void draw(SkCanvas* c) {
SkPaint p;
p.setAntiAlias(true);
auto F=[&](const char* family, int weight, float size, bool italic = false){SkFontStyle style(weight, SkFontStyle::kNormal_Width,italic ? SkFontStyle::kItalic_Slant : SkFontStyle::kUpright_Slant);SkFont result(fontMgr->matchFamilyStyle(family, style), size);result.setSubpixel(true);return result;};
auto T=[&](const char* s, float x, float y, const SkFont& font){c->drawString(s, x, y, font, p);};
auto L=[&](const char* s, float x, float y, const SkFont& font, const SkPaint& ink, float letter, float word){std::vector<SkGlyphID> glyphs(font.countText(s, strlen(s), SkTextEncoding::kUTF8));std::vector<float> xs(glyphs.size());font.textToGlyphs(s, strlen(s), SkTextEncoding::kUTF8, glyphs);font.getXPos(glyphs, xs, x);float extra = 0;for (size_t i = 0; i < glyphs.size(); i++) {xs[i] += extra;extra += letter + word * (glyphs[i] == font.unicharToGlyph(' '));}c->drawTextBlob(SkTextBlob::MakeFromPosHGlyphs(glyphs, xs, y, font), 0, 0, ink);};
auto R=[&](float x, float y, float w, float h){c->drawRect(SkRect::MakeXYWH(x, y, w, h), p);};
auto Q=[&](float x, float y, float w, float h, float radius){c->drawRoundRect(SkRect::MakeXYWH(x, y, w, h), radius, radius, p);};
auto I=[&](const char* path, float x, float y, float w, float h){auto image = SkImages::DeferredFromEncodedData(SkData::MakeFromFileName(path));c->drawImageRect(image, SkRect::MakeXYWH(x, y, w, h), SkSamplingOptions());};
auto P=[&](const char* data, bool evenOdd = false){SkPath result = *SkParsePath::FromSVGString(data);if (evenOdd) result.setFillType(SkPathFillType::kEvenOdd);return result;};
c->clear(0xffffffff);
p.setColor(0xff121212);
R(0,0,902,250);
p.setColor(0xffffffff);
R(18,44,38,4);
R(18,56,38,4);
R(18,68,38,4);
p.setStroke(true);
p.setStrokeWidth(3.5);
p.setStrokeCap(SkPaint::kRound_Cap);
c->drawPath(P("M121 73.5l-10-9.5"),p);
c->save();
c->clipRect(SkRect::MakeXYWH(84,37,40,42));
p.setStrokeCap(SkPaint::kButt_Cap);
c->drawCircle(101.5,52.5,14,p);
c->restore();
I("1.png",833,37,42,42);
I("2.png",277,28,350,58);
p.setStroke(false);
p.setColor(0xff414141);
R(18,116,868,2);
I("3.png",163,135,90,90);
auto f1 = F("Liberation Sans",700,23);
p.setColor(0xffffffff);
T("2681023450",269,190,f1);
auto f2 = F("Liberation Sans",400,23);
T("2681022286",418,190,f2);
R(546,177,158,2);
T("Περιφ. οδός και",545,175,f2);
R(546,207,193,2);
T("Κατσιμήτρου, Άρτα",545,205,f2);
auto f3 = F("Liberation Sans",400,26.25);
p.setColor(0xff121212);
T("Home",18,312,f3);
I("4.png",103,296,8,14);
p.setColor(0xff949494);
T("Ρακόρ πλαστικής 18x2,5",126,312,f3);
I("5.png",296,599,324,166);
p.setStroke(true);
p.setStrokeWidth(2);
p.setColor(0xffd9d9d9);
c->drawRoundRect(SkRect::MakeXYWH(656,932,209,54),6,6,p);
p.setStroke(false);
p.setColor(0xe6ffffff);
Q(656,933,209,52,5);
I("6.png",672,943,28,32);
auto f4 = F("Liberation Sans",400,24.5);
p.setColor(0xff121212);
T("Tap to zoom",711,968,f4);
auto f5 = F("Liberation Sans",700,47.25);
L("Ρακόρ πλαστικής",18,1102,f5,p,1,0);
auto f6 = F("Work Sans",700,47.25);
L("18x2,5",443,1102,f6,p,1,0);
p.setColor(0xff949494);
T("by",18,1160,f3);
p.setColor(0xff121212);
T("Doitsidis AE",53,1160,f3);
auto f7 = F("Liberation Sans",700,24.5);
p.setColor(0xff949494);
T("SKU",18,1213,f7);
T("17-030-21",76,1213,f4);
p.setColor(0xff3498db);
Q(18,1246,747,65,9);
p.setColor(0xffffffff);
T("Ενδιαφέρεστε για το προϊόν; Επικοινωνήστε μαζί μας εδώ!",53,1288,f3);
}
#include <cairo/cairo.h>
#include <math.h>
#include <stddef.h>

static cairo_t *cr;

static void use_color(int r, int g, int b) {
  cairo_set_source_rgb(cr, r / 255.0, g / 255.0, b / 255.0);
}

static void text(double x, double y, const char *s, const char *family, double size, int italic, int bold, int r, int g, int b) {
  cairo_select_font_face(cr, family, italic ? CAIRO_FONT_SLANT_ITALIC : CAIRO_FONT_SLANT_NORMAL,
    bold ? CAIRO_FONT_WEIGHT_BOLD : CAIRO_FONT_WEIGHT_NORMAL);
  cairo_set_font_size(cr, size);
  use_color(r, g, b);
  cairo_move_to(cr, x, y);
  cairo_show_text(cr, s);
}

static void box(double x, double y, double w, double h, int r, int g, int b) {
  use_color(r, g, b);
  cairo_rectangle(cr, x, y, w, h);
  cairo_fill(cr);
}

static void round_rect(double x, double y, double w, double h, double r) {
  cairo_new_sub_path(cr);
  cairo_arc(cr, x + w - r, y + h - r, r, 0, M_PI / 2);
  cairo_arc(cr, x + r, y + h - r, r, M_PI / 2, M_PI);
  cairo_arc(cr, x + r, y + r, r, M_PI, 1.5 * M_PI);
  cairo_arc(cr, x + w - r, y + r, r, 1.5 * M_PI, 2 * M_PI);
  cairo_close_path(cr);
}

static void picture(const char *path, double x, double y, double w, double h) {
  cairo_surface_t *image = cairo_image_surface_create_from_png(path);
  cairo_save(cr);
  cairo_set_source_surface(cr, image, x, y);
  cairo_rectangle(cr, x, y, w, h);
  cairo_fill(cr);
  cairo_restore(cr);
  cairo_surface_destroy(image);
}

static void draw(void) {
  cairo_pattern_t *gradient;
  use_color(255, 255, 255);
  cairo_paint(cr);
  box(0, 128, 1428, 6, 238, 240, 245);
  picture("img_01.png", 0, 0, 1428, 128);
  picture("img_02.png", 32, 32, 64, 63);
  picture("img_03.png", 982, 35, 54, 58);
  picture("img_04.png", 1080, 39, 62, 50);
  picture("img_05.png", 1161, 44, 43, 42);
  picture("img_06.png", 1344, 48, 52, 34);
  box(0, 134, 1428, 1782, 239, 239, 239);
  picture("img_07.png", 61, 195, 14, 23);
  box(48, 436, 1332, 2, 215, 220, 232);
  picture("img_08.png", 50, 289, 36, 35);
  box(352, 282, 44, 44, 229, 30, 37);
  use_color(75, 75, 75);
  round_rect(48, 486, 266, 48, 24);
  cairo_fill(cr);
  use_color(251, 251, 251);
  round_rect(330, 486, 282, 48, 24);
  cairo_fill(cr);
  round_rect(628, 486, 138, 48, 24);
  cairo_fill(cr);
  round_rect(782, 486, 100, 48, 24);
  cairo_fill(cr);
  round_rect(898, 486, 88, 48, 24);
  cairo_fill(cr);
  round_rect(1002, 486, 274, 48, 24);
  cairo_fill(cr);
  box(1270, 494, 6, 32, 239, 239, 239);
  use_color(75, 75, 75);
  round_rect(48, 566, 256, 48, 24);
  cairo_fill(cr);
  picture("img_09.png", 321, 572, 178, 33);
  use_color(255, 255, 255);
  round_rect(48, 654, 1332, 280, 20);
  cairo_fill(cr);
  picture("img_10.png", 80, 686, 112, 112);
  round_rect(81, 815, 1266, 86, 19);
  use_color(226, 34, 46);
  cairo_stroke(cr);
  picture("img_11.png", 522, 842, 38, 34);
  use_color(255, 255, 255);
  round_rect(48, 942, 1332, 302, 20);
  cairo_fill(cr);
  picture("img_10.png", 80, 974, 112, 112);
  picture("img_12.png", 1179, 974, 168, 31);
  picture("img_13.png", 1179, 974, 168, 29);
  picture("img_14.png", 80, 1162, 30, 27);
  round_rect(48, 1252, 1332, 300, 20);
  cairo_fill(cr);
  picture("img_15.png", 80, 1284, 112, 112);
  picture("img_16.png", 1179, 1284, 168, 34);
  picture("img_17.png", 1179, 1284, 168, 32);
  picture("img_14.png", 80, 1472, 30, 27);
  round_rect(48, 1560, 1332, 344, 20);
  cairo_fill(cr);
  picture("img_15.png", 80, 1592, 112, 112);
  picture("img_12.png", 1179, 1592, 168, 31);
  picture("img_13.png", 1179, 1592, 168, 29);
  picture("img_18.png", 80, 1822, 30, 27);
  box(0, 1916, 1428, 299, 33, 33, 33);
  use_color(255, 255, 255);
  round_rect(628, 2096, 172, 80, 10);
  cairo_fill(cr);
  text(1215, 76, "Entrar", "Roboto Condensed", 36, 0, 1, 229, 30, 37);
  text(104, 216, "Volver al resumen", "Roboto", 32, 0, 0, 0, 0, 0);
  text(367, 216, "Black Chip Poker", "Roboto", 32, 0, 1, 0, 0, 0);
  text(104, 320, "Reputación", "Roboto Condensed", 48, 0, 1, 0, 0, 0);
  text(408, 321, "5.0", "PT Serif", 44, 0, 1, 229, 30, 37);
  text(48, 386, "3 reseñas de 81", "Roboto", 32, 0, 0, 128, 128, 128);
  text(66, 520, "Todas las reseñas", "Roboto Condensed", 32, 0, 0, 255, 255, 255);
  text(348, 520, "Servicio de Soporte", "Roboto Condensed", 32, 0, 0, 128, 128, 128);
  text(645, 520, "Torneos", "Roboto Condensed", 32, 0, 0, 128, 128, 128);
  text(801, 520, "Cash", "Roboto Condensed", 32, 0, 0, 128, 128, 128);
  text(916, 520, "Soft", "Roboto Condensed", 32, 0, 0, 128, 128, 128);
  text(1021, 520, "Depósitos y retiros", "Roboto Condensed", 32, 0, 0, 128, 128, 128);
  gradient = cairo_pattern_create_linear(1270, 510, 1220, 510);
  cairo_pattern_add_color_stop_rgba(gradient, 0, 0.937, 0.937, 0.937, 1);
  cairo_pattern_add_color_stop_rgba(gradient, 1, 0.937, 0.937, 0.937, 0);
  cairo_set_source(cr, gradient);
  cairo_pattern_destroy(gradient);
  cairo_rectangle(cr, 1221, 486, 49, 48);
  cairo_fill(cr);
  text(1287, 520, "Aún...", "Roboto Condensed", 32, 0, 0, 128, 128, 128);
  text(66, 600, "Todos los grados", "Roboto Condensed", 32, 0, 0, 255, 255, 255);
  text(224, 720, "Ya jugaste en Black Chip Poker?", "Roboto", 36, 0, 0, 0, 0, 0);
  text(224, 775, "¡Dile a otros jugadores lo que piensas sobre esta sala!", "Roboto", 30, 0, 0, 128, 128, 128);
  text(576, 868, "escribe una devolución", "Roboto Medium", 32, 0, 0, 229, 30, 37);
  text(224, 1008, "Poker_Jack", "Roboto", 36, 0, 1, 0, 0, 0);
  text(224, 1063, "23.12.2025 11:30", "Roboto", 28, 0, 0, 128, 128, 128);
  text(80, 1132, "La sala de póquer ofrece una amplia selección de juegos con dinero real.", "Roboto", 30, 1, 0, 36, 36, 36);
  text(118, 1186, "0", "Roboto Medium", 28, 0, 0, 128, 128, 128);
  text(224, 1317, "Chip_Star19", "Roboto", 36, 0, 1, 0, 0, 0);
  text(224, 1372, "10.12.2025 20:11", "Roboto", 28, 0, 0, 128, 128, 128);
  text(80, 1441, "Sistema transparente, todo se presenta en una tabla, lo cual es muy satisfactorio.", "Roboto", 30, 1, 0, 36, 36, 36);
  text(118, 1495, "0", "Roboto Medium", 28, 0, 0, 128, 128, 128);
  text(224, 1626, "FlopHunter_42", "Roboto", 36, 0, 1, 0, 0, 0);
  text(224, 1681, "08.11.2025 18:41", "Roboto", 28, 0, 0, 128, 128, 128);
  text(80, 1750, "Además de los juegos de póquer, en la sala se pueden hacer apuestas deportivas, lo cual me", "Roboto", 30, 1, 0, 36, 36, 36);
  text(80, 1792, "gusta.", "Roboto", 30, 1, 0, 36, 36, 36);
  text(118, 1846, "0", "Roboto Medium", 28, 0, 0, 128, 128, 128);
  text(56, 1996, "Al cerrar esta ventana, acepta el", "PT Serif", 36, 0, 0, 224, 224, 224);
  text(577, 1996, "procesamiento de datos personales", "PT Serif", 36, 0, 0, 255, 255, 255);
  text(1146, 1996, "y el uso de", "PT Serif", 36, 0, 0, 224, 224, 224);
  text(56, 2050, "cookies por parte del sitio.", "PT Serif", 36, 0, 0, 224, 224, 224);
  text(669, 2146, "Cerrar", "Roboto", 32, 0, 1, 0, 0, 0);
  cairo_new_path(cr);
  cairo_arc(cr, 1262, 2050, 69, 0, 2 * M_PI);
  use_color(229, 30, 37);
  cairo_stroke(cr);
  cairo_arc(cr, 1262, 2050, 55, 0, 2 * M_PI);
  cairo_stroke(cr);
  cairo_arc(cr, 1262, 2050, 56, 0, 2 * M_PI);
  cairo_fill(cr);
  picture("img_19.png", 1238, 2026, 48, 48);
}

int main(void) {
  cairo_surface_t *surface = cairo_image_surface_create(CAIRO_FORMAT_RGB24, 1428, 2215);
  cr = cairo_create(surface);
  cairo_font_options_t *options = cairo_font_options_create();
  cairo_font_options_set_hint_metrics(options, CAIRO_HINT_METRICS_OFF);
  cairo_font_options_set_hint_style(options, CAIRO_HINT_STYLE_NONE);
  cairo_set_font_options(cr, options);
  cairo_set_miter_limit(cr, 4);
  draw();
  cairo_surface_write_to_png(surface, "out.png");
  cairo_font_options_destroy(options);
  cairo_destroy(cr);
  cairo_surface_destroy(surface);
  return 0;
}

§ Work to be completed
Find the word "bool" in the listing above. Copy each line where it appears.

§ Task answer
auto F=[&](const char* family, int weight, float size, bool italic = false){SkFontStyle style(weight, SkFontStyle::kNormal_Width,italic ? SkFontStyle::kItalic_Slant : SkFontStyle::kUpright_Slant);SkFont result(fontMgr->matchFamilyStyle(family, style), size);result.setSubpixel(true);return result;};
auto P=[&](const char* data, bool evenOdd = false){SkPath result = *SkParsePath::FromSVGString(data);if (evenOdd) result.setFillType(SkPathFillType::kEvenOdd);return result;};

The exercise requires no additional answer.